## Assignment:
Apart from the pictures, write out all the records exactly.

## Data supplied:
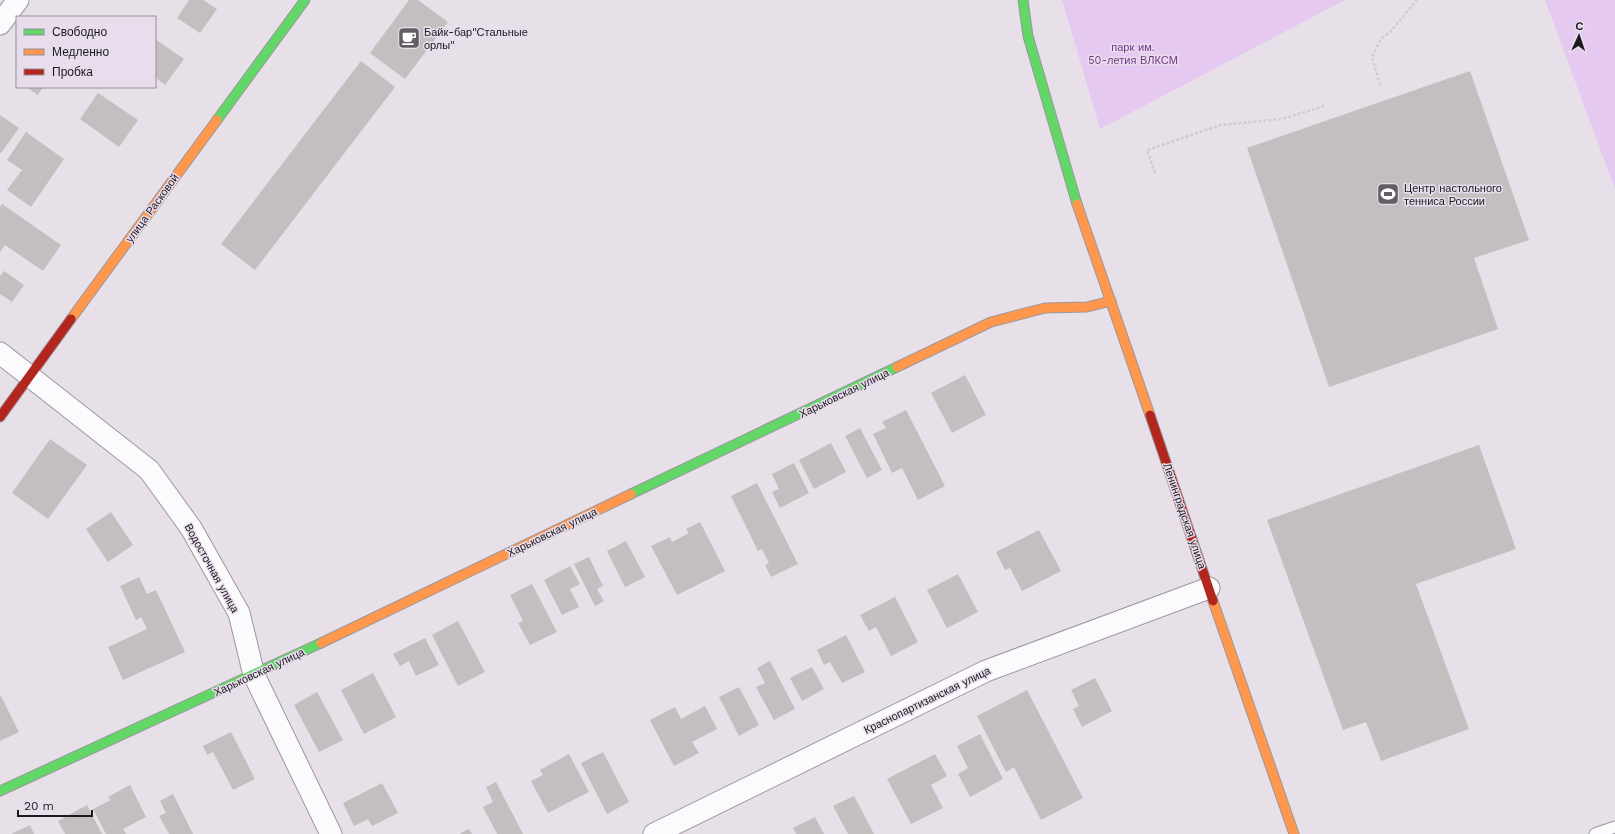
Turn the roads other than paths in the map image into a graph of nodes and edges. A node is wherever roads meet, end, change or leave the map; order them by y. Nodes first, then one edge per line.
1 (18, 0) edge
2 (305, 0) edge
3 (1023, 0) edge
4 (0, 24) edge
5 (1111, 301) junction
6 (0, 353) edge
7 (29, 376) junction
8 (0, 417) edge
9 (1209, 588) junction
10 (254, 675) junction
11 (0, 791) edge
12 (1615, 827) edge
13 (331, 834) edge
14 (654, 834) edge
15 (1294, 834) edge
16 (1595, 834) edge

1 - 4 street
2 - 7 street, улица Расковой
3 - 5 street, Ленинградская улица
5 - 9 street, Ленинградская улица
5 - 10 street, Харьковская улица
6 - 7 street, Водосточная улица
7 - 8 street, улица Расковой
7 - 10 street, Водосточная улица
9 - 14 street, Краснопартизанская улица
9 - 15 street, Ленинградская улица
10 - 11 street, Харьковская улица
10 - 13 street, Водосточная улица
12 - 16 lane

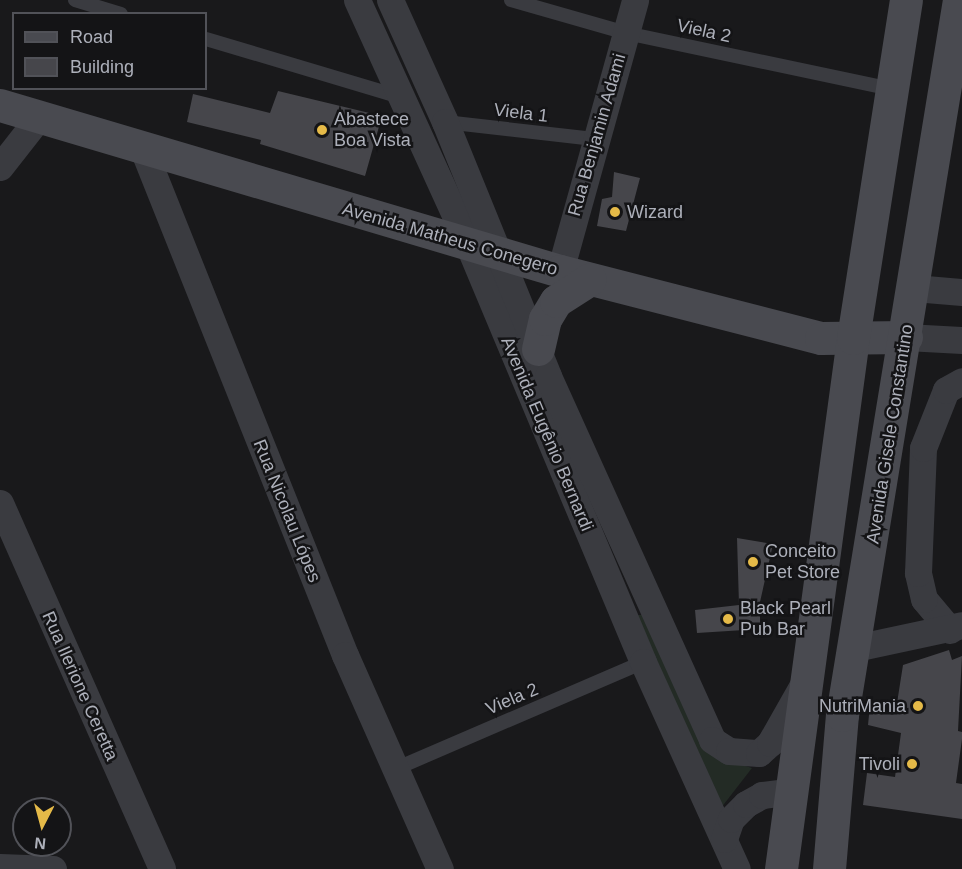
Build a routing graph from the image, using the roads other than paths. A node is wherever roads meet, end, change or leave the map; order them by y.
1 (75, 0) edge
2 (357, 0) edge
3 (390, 0) edge
4 (511, 0) edge
5 (635, 0) edge
6 (906, 0) edge
7 (959, 0) edge
8 (114, 12) edge
9 (626, 33) junction
10 (207, 39) edge
11 (892, 89) junction
12 (402, 97) junction
13 (0, 105) edge
14 (39, 117) junction
15 (445, 122) junction
16 (594, 139) junction
17 (143, 149) junction
18 (0, 167) edge
19 (483, 250) junction
20 (575, 275) junction
21 (914, 288) junction
22 (962, 292) edge
23 (906, 337) junction
24 (853, 338) junction
25 (962, 340) edge
26 (538, 349) junction
27 (962, 381) edge
28 (0, 503) edge
29 (956, 628) edge
30 (855, 648) junction
31 (643, 662) junction
32 (804, 684) junction
33 (395, 769) junction
34 (793, 791) junction
35 (724, 839) junction
36 (0, 867) edge
37 (53, 869) edge
38 (162, 869) edge
39 (440, 869) edge
40 (737, 869) edge
41 (781, 869) edge
42 (814, 869) edge
43 (829, 869) edge

1 - 8 lane
2 - 12 street, Avenida Eugênio Bernardi
3 - 15 street, Avenida Eugênio Bernardi
4 - 9 lane, Viela 2
5 - 9 street, Rua Benjamin Adami
6 - 11 main road
7 - 21 main road, Avenida Gisele Constantino
9 - 11 lane, Viela 2
9 - 16 street, Rua Benjamin Adami
10 - 12 lane
11 - 24 main road
12 - 19 street, Avenida Eugênio Bernardi
13 - 14 main road, Avenida Matheus Conegero
14 - 17 main road, Avenida Matheus Conegero
14 - 18 street
15 - 16 lane, Viela 1
15 - 19 street, Avenida Eugênio Bernardi
16 - 20 street, Rua Benjamin Adami
17 - 19 main road, Avenida Matheus Conegero
17 - 33 street, Rua Nicolau Lópes
19 - 20 main road, Avenida Matheus Conegero
19 - 26 street, Avenida Eugênio Bernardi
19 - 31 street, Avenida Eugênio Bernardi
20 - 24 main road, Avenida Matheus Conegero
20 - 26 main road
21 - 22 street
21 - 23 main road, Avenida Gisele Constantino
23 - 24 main road, Avenida Matheus Conegero
23 - 25 street
23 - 30 main road, Avenida Gisele Constantino
24 - 32 main road
26 - 32 street, Avenida Eugênio Bernardi
27 - 29 street
28 - 38 street, Rua Ilerione Ceretta
29 - 30 street
30 - 43 main road, Avenida Gisele Constantino
31 - 33 lane, Viela 2
31 - 35 street, Avenida Eugênio Bernardi
32 - 34 main road
33 - 39 street, Rua Nicolau Lópes
34 - 35 street
34 - 41 main road
34 - 42 main road
35 - 40 street, Avenida Eugênio Bernardi
36 - 37 street

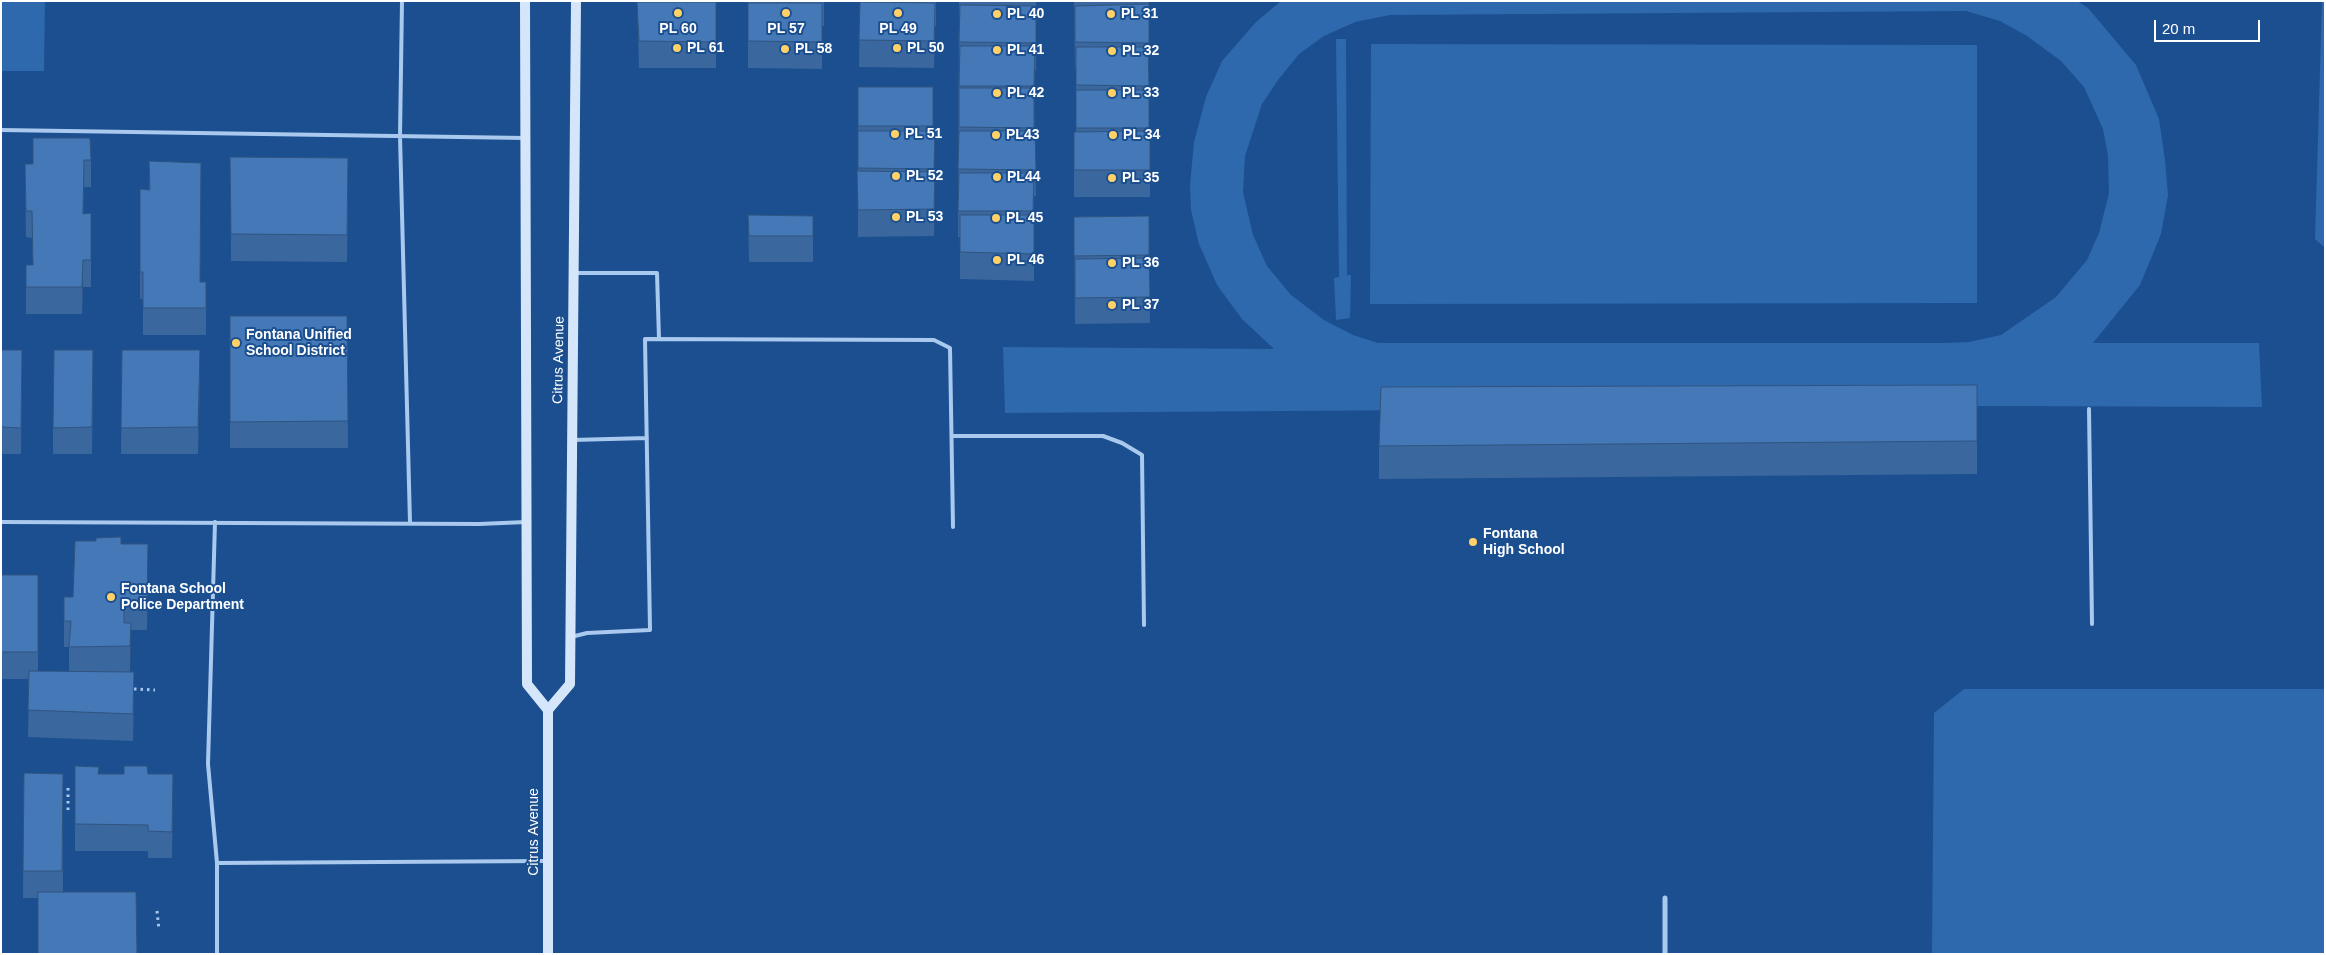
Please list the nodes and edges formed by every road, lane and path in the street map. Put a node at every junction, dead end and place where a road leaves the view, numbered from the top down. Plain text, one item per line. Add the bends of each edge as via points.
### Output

## Answer below:
Turn the roads other than paths in the map image into a graph of nodes and edges. A node is wherever roads meet, end, change or leave the map; order them by y. Nodes first, then one edge per line.
1 (18, 0) edge
2 (305, 0) edge
3 (1023, 0) edge
4 (0, 24) edge
5 (1111, 301) junction
6 (0, 353) edge
7 (29, 376) junction
8 (0, 417) edge
9 (1209, 588) junction
10 (254, 675) junction
11 (0, 791) edge
12 (1615, 827) edge
13 (331, 834) edge
14 (654, 834) edge
15 (1294, 834) edge
16 (1595, 834) edge

1 - 4 street
2 - 7 street, улица Расковой
3 - 5 street, Ленинградская улица
5 - 9 street, Ленинградская улица
5 - 10 street, Харьковская улица
6 - 7 street, Водосточная улица
7 - 8 street, улица Расковой
7 - 10 street, Водосточная улица
9 - 14 street, Краснопартизанская улица
9 - 15 street, Ленинградская улица
10 - 11 street, Харьковская улица
10 - 13 street, Водосточная улица
12 - 16 lane

Build a routing graph from the image, using the roads other than paths. A node is wherever roads meet, end, change or leave the map; order them by y.
1 (75, 0) edge
2 (357, 0) edge
3 (390, 0) edge
4 (511, 0) edge
5 (635, 0) edge
6 (906, 0) edge
7 (959, 0) edge
8 (114, 12) edge
9 (626, 33) junction
10 (207, 39) edge
11 (892, 89) junction
12 (402, 97) junction
13 (0, 105) edge
14 (39, 117) junction
15 (445, 122) junction
16 (594, 139) junction
17 (143, 149) junction
18 (0, 167) edge
19 (483, 250) junction
20 (575, 275) junction
21 (914, 288) junction
22 (962, 292) edge
23 (906, 337) junction
24 (853, 338) junction
25 (962, 340) edge
26 (538, 349) junction
27 (962, 381) edge
28 (0, 503) edge
29 (956, 628) edge
30 (855, 648) junction
31 (643, 662) junction
32 (804, 684) junction
33 (395, 769) junction
34 (793, 791) junction
35 (724, 839) junction
36 (0, 867) edge
37 (53, 869) edge
38 (162, 869) edge
39 (440, 869) edge
40 (737, 869) edge
41 (781, 869) edge
42 (814, 869) edge
43 (829, 869) edge

1 - 8 lane
2 - 12 street, Avenida Eugênio Bernardi
3 - 15 street, Avenida Eugênio Bernardi
4 - 9 lane, Viela 2
5 - 9 street, Rua Benjamin Adami
6 - 11 main road
7 - 21 main road, Avenida Gisele Constantino
9 - 11 lane, Viela 2
9 - 16 street, Rua Benjamin Adami
10 - 12 lane
11 - 24 main road
12 - 19 street, Avenida Eugênio Bernardi
13 - 14 main road, Avenida Matheus Conegero
14 - 17 main road, Avenida Matheus Conegero
14 - 18 street
15 - 16 lane, Viela 1
15 - 19 street, Avenida Eugênio Bernardi
16 - 20 street, Rua Benjamin Adami
17 - 19 main road, Avenida Matheus Conegero
17 - 33 street, Rua Nicolau Lópes
19 - 20 main road, Avenida Matheus Conegero
19 - 26 street, Avenida Eugênio Bernardi
19 - 31 street, Avenida Eugênio Bernardi
20 - 24 main road, Avenida Matheus Conegero
20 - 26 main road
21 - 22 street
21 - 23 main road, Avenida Gisele Constantino
23 - 24 main road, Avenida Matheus Conegero
23 - 25 street
23 - 30 main road, Avenida Gisele Constantino
24 - 32 main road
26 - 32 street, Avenida Eugênio Bernardi
27 - 29 street
28 - 38 street, Rua Ilerione Ceretta
29 - 30 street
30 - 43 main road, Avenida Gisele Constantino
31 - 33 lane, Viela 2
31 - 35 street, Avenida Eugênio Bernardi
32 - 34 main road
33 - 39 street, Rua Nicolau Lópes
34 - 35 street
34 - 41 main road
34 - 42 main road
35 - 40 street, Avenida Eugênio Bernardi
36 - 37 street

Please list the nodes and edges formed by every road, lane and path in the street map. Put a node at every junction, dead end and place where a road leaves the view, numbered from the top down. Plain text, one item per line. Add the bends of each edge as via points.
### Output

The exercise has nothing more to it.